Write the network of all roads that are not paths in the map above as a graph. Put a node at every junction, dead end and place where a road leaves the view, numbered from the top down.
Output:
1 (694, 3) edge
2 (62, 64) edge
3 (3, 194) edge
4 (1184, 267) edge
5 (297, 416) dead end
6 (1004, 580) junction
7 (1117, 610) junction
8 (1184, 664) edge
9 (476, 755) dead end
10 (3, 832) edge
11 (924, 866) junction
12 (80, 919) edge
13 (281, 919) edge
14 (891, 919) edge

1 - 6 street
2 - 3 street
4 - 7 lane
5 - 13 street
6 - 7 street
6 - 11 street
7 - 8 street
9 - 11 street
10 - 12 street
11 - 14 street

▸ **Exercise**:
All of the entries above need to be set down again exactly.

▸ **Answer section**:
Write the network of all roads that are not paths in the map above as a graph. Put a node at every junction, dead end and place where a road leaves the view, numbered from the top down.
Output:
1 (694, 3) edge
2 (62, 64) edge
3 (3, 194) edge
4 (1184, 267) edge
5 (297, 416) dead end
6 (1004, 580) junction
7 (1117, 610) junction
8 (1184, 664) edge
9 (476, 755) dead end
10 (3, 832) edge
11 (924, 866) junction
12 (80, 919) edge
13 (281, 919) edge
14 (891, 919) edge

1 - 6 street
2 - 3 street
4 - 7 lane
5 - 13 street
6 - 7 street
6 - 11 street
7 - 8 street
9 - 11 street
10 - 12 street
11 - 14 street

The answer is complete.